[Saved data entries]
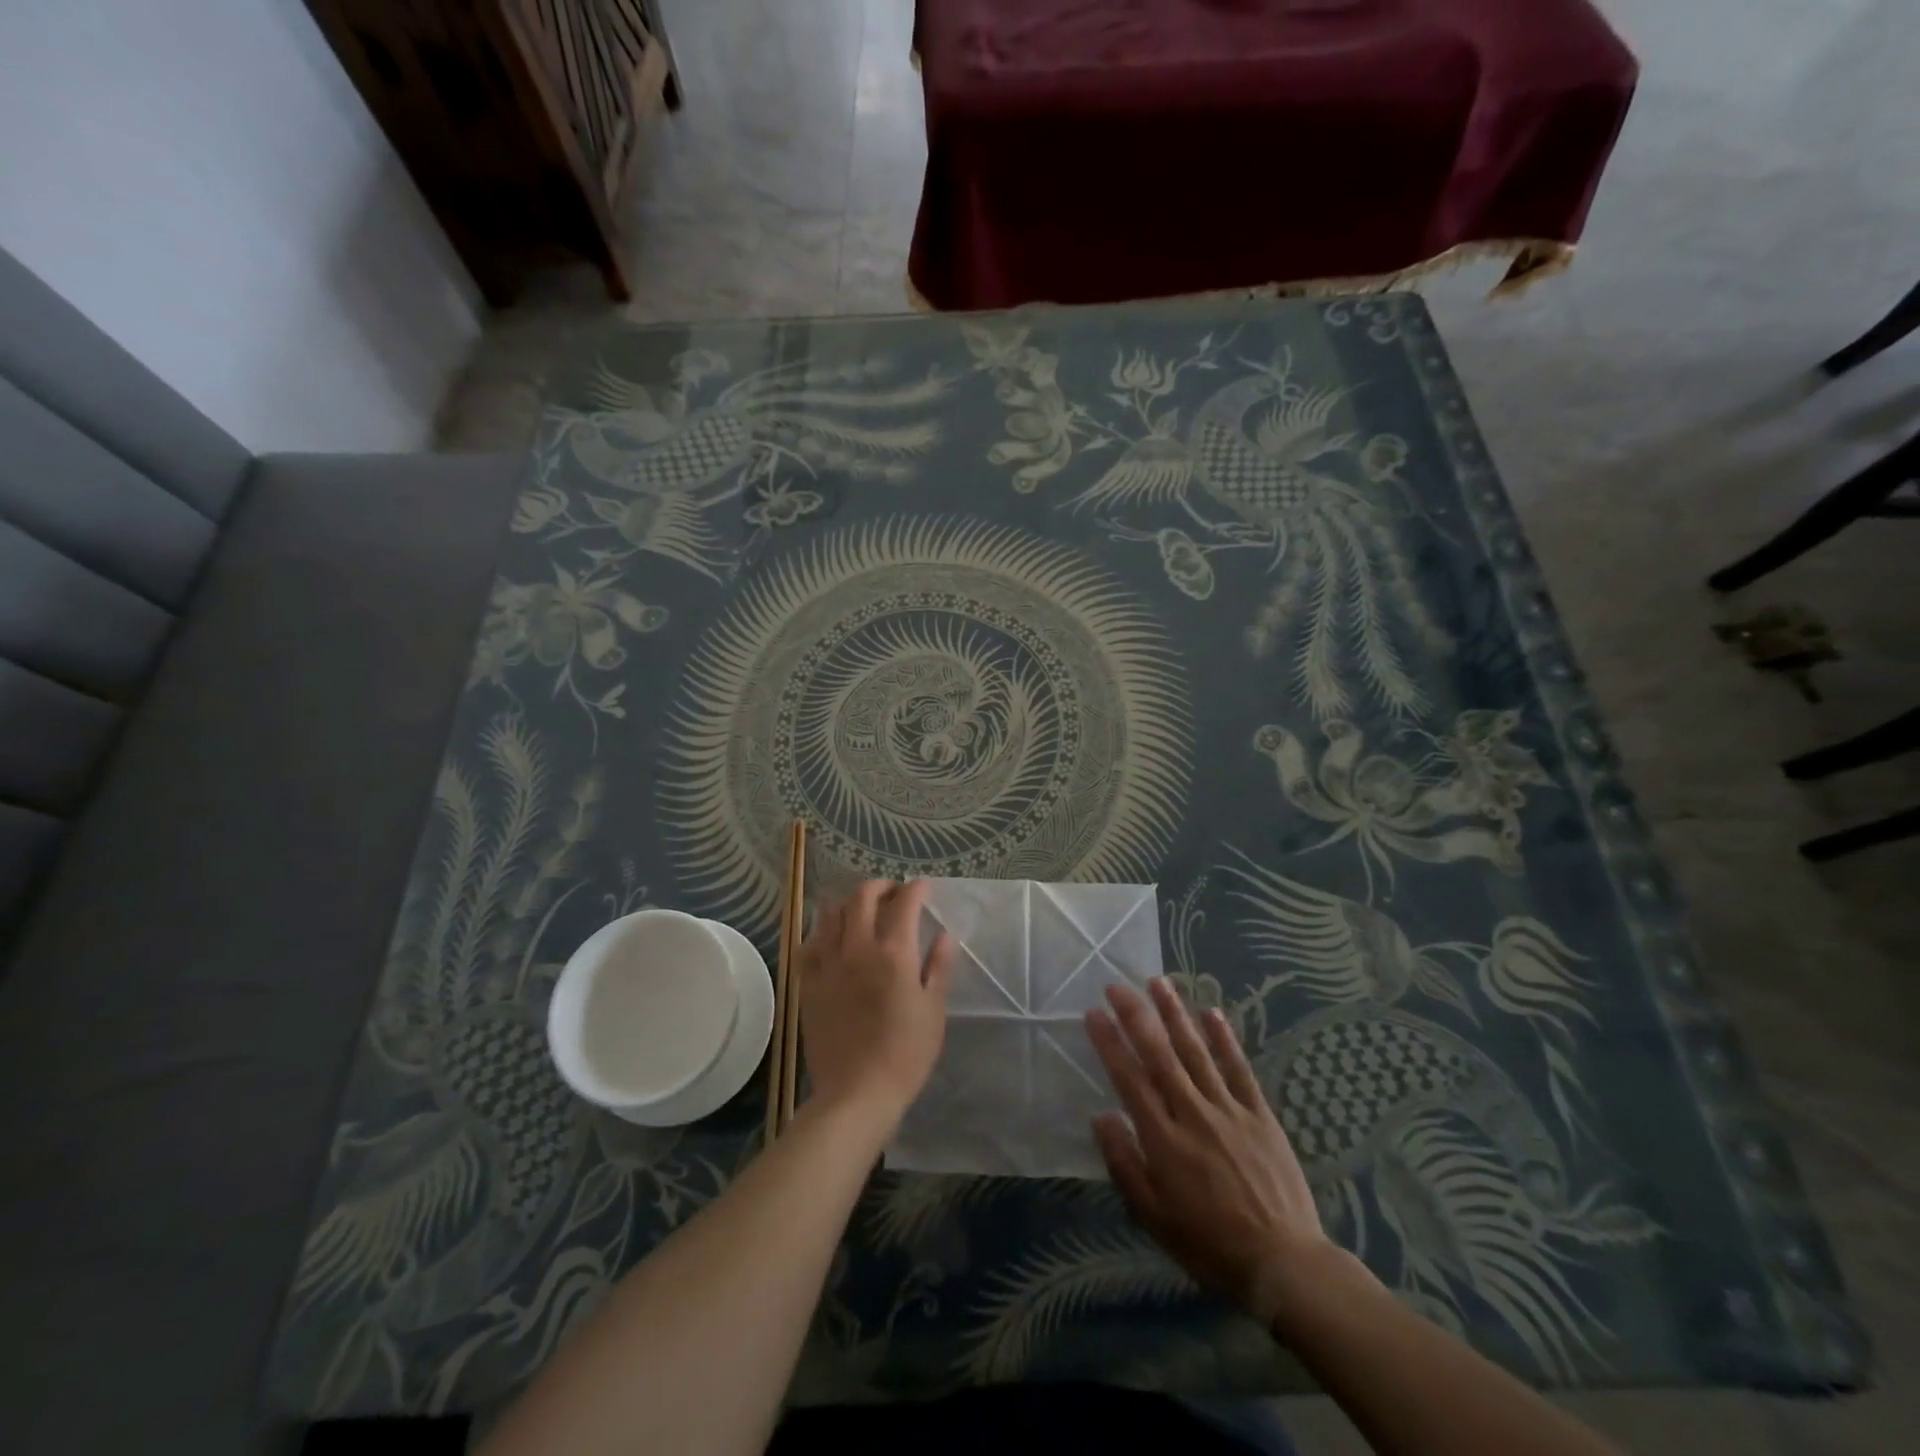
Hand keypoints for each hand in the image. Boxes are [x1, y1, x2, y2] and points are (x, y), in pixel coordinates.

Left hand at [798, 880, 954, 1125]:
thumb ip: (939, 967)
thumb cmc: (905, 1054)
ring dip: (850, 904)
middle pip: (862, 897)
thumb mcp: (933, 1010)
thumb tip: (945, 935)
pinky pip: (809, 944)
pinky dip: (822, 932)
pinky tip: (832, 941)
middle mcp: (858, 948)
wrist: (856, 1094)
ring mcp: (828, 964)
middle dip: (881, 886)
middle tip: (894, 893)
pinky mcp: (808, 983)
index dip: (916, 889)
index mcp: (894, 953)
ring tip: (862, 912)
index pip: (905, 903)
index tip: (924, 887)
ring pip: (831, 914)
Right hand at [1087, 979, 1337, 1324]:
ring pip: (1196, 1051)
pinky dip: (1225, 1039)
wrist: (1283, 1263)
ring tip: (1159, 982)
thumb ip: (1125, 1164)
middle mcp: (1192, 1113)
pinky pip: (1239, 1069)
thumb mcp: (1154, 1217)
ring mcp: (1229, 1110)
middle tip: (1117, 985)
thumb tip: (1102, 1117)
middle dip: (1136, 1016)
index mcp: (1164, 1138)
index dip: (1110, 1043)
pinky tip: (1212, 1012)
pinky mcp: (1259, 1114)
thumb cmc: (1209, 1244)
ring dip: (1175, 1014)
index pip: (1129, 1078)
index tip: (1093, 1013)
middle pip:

> _GOAL OF THE EXERCISE_
Copy exactly the lines from the first line of the records above through the line with "thumb mcp: (933, 1010)", both included, and nothing else. Pictures stay out.

> _EXERCISE SOLUTION_
Hand keypoints for each hand in the image. Boxes are [x1, y1, x2, y2] and points are (x, y), in pixel coordinates.

Left hand at [798, 880, 954, 1125]:
thumb ip: (939, 967)
thumb cmc: (905, 1054)
ring dip: (850, 904)
middle pip: (862, 897)
thumb mcp: (933, 1010)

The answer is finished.